After 1,000 iterations,

weight = [-2.23876505e-07  1.88743639e-07  1.88743639e-07]
y_predict = [0.49999994 0.49999999 0.49999999 0.50000004]

add an additional feature

However, if we add an additional feature, it’s equivalent to that projecting features from 2D to 3D. This makes the problem become linear-separable. Using the following code, after doing approximately 130 iterations, we can get a model having 0 trainning error (minimum training error).

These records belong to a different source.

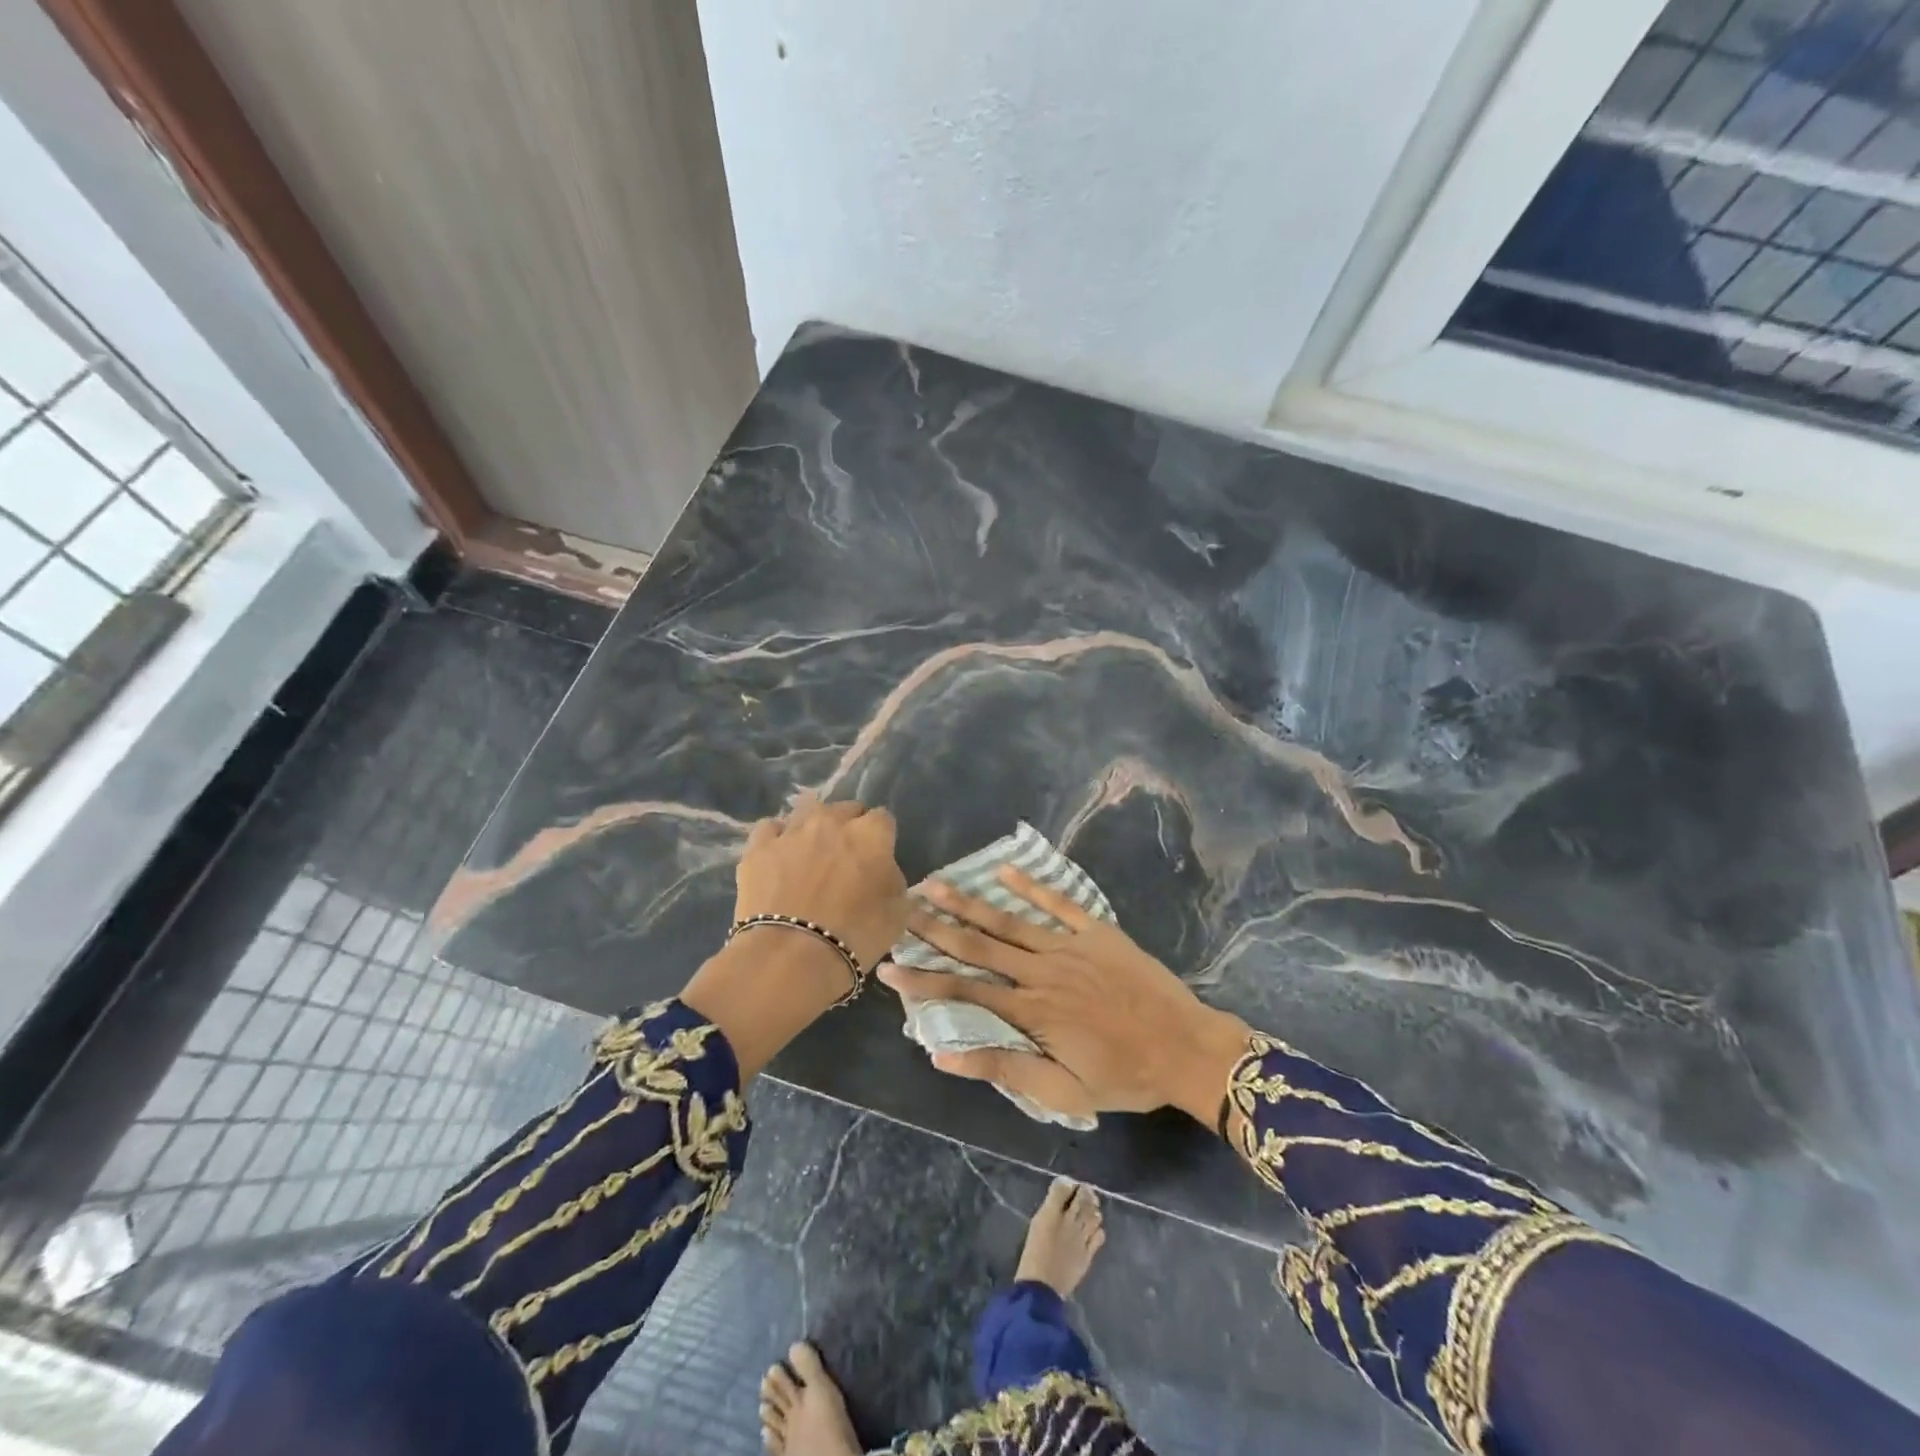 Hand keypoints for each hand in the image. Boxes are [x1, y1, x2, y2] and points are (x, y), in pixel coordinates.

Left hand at [734, 793, 909, 969]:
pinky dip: (777, 838)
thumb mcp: (897, 914)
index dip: (882, 837)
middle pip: (845, 809)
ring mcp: (792, 831)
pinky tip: (779, 855)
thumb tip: (883, 871)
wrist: (791, 956)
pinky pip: (770, 828)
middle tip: (847, 857)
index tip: (878, 858)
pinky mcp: (759, 848)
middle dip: (849, 827)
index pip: (883, 818)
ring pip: (807, 811)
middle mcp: (832, 821)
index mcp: (871, 834)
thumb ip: (894, 881)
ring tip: (811, 852)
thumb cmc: (855, 936)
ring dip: (814, 826)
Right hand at [877, 868, 1250, 1125]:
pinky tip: (1002, 870)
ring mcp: (1069, 946)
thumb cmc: (1124, 1077)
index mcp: (1031, 1011)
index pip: (964, 992)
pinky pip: (1058, 903)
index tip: (887, 966)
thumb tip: (943, 1055)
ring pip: (1009, 921)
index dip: (922, 980)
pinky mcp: (1096, 931)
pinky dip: (1030, 886)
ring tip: (935, 883)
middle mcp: (1041, 972)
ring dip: (969, 902)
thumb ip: (1003, 1069)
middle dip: (936, 928)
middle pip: (978, 947)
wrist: (1186, 1048)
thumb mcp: (1063, 1091)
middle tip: (901, 906)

X5 = np.array([[1,0,0, 0],
  [1,0,1, 0],
  [1,1,0, 0],
  [1,1,1, 1]])
y5 = np.array([1,0,0,1])
w5 = np.array([-2,1,1, 1])
a = 0.1
for i in range(130):
    w5 = w5 + 0.1 * (y5 - sc.expit(w5.dot(X5.T))).dot(X5)
    print(w5)
    print(sc.expit(w5.dot(X5.T)))

The weight and y_predict after 130 iterations,

weight = [ 0.0819811  -0.97091908 -0.97091908  3.39687673]
y_predict = [0.5204838  0.29132904 0.29132904 0.82303106]

Question 5

$$\omega_1 = \omega_1 + \alpha \sum_{i=1}^N[y_i-\sigma({\omega}^T {x}_i)]x_{i,1}$$

If predicted value $\sigma({\omega}^T {x}_i)$ is smaller than the actual value $y_i$, there is reason to increase $w_j$. The increment is proportional to $x_{i,1}$. If predicted value $\sigma({\omega}^T {x}_i)$ is larger than the actual value $y_i$, there is reason to decrease $w_j$. The decrement is proportional to $x_{i,1}$.

However, the question has already supposed the feature $x_1$ is binary whose value is unbalanced. The zero value of $x_1$ keeps the $w_1$ from \textit{learning} features from the example with LABEL 0. Otherwise, the $\omega_1$ would adjust according to both two classes. Therefore, this rule will force the model to fit example with a small number of training examples with LABEL 1 ( special feature in training set ). This causes \textbf{overfitting}.

$$\omega_1 = \omega_1 + \alpha \left[-\lambda \omega_1 + \sum_{i=1}^N[y_i-\sigma({\omega}^T{x}_i)]x_{i,1}\right]$$

Then adding the regularization constant is able to \textbf{reduce overfitting}. It helps the model not to learn too much from the training set. In the update rule, the $-\lambda \omega_1$ is independent, not influenced by the feature $x_1$.